Thanks for that. My wife is also an educator and she definitely has moments where she's torn because she loves her kids but also sees what rewarding mediocrity can do. Having quarterly award ceremonies is the most ridiculous thing to me but it's a requirement for these teachers to do it. I do love how she will put a significant reward out there for completing a very hard task such as doubling or even tripling their AR score. When the other kids see a few eating a Happy Meal that they could have earned for actually trying it does give them a little motivation to try harder the next time. Unfortunately I see this in my workplace more and more these days with young adults expecting me to reward them with a raise or promotion for merely showing up. Excuse me, you need to show me why you deserve this raise and why I should put you in a leadership position. I recently stepped out of my management role because it became to frustrating to be a constant babysitter to these kids.
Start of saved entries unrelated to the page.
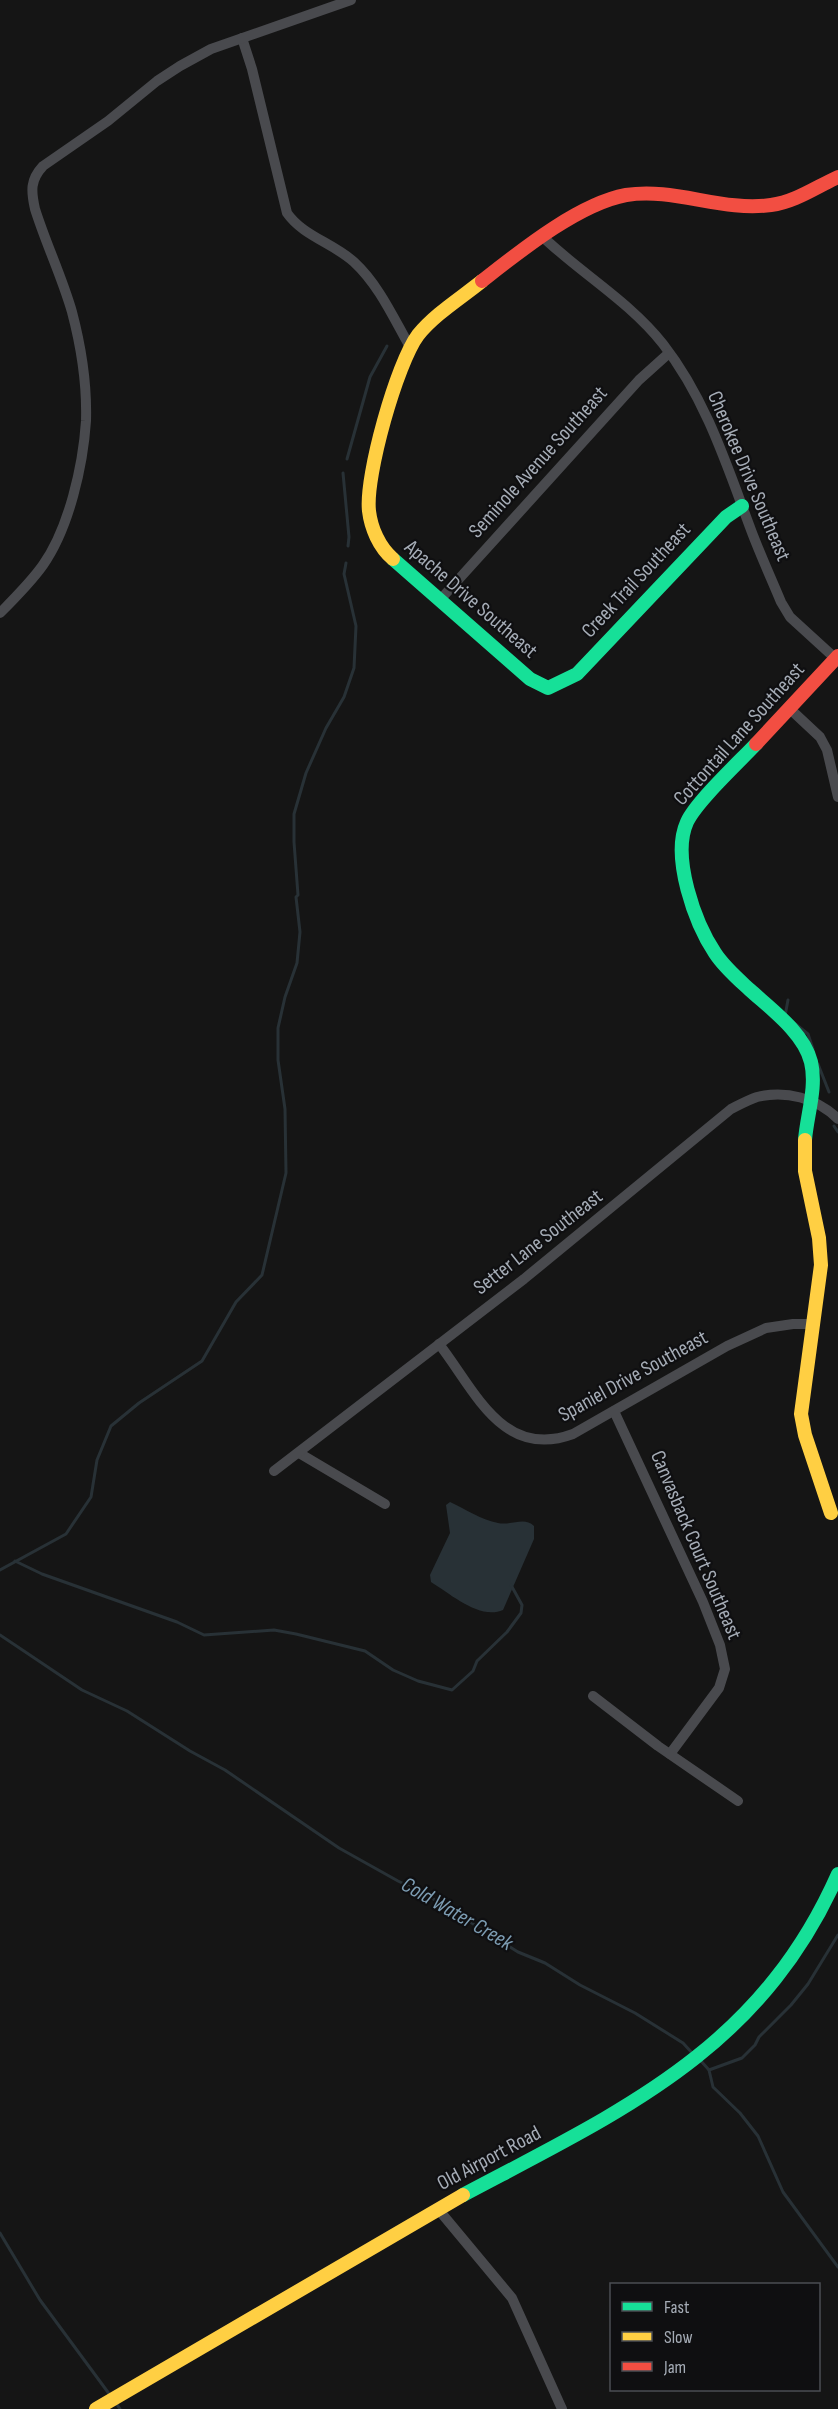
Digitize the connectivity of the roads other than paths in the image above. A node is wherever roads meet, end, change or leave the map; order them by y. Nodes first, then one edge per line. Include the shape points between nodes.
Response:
1 (351, 0) edge
2 (242, 38) junction
3 (838, 177) edge
4 (544, 238) junction
5 (410, 347) junction
6 (669, 353) junction
7 (742, 506) junction
8 (439, 601) junction
9 (0, 613) edge
10 (837, 658) edge
11 (561, 684) joint
12 (789, 708) junction
13 (838, 796) edge
14 (811, 1100) junction
15 (838, 1119) edge
16 (813, 1324) junction
17 (440, 1344) junction
18 (614, 1411) junction
19 (300, 1453) junction
20 (274, 1471) dead end
21 (385, 1504) dead end
22 (831, 1513) dead end
23 (593, 1696) dead end
24 (670, 1754) junction
25 (738, 1801) dead end
26 (838, 1874) edge
27 (438, 2209) junction
28 (101, 2406) edge
29 (562, 2409) edge

1 - 2 street
2 - 5 street via 287,213 299,227 342,252 364,272
2 - 9 street via 212,49 157,81 34,176 34,208 72,314 85,390 86,421 70,506 54,546 43,565
3 - 4 street via 771,205 635,194 592,207
4 - 5 street via 487,276 433,321
4 - 6 street, Cherokee Drive Southeast via 631,311
5 - 8 street, Apache Drive Southeast via 372,470 369,517 382,548
6 - 7 street, Cherokee Drive Southeast via 715,436
6 - 8 street, Seminole Avenue Southeast via 639,380
7 - 10 street, Cherokee Drive Southeast via 790,617
7 - 11 street, Creek Trail Southeast via 726,517 577,674
8 - 11 street, Apache Drive Southeast via 530,679 548,688
10 - 12 street, Cottontail Lane Southeast
12 - 13 street via 820,737
12 - 14 street, Cottontail Lane Southeast via 692,813 685,823 681,851 691,898 716,954 785,1024 807,1053 811,1063
14 - 15 street, Setter Lane Southeast
14 - 16 street, Cottontail Lane Southeast via 804,1160 821,1244
14 - 17 street, Setter Lane Southeast via 780,1095 757,1097 731,1109
16 - 18 street, Spaniel Drive Southeast via 766,1328
16 - 22 street, Cottontail Lane Southeast via 801,1414
17 - 18 street, Spaniel Drive Southeast via 494,1420 523,1437 558,1439
17 - 19 street, Setter Lane Southeast
18 - 24 street, Canvasback Court Southeast via 703,1602 725,1669 718,1689
19 - 20 street, Setter Lane Southeast
19 - 21 street
23 - 24 street
24 - 25 street
26 - 27 street, Old Airport Road via 802,1946 751,2009 716,2040 634,2103
27 - 28 street, Old Airport Road
27 - 29 street via 512,2298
The old adage "If it's worth doing, then it's worth doing right and complete" doesn't apply most young adults under 30 these days. I fear for our future generations if we can't figure out a way to change this mindset.

By the way, my dad was a teacher, my MIL taught for a long time and now my wife is an educator as well. I have so much respect for all of you because I can see now how much my wife loves what she does. I know she's driven by the chance that she can make even one of her "kids" lives somehow better.

Thanks for all you do.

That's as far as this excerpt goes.